Dataset records:
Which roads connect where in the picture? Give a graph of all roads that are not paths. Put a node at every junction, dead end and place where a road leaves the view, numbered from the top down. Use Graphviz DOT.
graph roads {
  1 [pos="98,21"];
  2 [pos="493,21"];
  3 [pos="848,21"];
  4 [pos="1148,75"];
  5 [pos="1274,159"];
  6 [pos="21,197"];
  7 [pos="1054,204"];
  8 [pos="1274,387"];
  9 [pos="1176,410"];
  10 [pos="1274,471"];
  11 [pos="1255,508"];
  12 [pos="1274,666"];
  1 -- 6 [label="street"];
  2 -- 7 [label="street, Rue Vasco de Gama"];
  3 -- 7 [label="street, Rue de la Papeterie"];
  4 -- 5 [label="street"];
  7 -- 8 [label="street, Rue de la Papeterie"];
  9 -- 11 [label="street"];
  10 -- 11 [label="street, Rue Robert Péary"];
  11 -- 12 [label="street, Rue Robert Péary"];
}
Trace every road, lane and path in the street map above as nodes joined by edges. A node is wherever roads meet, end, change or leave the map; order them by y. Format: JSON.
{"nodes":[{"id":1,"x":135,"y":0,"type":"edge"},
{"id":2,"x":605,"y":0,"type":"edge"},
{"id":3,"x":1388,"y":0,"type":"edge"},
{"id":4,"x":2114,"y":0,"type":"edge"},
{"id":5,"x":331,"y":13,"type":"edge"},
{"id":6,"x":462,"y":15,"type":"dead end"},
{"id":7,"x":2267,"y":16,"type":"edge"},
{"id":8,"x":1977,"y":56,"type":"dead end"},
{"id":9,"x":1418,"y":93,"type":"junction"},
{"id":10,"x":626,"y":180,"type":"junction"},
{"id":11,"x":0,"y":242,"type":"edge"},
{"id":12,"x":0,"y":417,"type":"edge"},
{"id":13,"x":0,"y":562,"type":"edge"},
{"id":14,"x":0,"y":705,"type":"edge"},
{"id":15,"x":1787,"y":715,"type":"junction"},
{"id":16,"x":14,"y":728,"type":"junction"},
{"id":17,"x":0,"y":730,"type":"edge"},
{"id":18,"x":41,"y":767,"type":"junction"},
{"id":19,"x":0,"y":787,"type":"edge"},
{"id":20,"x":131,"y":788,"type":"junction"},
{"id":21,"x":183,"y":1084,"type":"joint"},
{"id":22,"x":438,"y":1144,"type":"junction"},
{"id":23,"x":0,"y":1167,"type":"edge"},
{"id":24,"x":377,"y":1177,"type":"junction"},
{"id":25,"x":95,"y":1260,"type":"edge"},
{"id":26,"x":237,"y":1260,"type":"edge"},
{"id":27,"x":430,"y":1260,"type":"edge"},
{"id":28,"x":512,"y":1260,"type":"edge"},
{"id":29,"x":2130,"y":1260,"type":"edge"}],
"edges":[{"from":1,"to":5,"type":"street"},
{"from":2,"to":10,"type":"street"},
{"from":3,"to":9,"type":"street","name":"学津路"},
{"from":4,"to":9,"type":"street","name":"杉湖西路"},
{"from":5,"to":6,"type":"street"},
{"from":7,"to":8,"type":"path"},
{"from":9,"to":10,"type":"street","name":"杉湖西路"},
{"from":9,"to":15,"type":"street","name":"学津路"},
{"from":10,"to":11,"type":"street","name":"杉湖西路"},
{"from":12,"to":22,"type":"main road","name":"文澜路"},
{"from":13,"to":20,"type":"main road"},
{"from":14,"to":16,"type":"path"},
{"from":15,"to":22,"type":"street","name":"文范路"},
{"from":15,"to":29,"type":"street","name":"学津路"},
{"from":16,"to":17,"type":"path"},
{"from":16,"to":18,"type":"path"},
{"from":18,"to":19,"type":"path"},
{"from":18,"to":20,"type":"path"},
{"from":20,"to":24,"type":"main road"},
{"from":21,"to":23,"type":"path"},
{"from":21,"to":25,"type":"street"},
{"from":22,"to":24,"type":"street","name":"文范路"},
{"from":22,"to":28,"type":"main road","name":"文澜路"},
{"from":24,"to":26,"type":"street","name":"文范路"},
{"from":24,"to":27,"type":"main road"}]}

-- Work order --
Using the data above, return every line that contains the string "label".

-- Result --
  1 -- 6 [label="street"];
  2 -- 7 [label="street, Rue Vasco de Gama"];
  3 -- 7 [label="street, Rue de la Papeterie"];
  4 -- 5 [label="street"];
  7 -- 8 [label="street, Rue de la Papeterie"];
  9 -- 11 [label="street"];
  10 -- 11 [label="street, Rue Robert Péary"];
  11 -- 12 [label="street, Rue Robert Péary"];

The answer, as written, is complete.